━━ Stored data

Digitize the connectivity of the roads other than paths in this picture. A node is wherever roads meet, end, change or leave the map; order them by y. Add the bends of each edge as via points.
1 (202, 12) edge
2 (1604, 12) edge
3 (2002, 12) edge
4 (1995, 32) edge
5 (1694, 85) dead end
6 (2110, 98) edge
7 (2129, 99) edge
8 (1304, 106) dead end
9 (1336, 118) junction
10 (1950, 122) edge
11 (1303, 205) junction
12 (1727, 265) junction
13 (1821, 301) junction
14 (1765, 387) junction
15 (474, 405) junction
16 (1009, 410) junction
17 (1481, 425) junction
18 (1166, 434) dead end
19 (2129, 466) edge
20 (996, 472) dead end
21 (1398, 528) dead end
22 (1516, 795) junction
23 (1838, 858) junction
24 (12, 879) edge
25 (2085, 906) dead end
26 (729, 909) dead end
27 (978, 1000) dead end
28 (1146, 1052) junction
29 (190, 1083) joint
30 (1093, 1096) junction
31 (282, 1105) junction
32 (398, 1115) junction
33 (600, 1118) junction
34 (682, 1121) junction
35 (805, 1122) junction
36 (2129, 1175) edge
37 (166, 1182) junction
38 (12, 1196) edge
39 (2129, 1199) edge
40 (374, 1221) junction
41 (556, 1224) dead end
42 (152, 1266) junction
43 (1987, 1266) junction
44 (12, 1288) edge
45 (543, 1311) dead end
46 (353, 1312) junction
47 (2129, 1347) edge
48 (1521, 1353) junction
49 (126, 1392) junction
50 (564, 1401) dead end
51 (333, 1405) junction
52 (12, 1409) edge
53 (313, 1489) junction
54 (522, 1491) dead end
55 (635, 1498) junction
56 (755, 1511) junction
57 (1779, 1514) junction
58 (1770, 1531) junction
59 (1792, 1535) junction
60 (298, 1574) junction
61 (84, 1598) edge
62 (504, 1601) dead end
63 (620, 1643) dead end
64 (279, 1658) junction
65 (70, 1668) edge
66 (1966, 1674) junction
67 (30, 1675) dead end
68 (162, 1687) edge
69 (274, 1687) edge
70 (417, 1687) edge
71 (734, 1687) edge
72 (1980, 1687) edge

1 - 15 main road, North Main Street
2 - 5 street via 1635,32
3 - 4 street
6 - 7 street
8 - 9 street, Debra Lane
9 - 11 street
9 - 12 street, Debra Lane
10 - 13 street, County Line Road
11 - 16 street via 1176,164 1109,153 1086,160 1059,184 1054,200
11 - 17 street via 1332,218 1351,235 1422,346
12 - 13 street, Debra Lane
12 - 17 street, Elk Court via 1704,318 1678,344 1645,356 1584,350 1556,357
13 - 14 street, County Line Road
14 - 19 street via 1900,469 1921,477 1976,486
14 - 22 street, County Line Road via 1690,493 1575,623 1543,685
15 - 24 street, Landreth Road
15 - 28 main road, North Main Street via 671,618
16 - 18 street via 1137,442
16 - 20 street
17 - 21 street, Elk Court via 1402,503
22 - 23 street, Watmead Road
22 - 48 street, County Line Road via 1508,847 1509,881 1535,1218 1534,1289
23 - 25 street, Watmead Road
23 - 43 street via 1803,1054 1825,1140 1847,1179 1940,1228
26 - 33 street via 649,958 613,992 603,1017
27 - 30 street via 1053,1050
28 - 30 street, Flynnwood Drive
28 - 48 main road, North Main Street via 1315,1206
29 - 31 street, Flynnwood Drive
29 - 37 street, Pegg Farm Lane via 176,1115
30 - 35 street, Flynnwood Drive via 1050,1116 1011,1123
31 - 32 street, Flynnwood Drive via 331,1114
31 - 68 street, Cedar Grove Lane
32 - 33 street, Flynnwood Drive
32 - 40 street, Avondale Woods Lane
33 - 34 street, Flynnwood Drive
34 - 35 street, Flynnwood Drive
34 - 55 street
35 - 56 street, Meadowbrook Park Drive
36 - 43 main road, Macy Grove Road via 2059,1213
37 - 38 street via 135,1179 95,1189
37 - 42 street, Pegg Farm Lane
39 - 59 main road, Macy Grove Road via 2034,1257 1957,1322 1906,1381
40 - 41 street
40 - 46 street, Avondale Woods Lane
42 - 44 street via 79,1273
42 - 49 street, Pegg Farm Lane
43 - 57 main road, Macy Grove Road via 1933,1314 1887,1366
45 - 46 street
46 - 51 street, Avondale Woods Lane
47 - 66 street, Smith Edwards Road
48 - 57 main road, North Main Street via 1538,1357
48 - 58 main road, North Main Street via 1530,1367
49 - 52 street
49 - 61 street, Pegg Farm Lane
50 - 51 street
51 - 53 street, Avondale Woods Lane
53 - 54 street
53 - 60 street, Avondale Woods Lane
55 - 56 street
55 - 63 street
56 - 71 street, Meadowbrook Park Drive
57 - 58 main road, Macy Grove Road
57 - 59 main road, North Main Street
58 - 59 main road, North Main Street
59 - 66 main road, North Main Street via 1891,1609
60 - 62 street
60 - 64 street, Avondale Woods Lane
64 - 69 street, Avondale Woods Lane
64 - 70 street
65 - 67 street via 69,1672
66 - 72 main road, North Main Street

━━━━

Your assignment: State how many lines of the records above contain the word "Meadowbrook", and give only that number.

Written answer: 2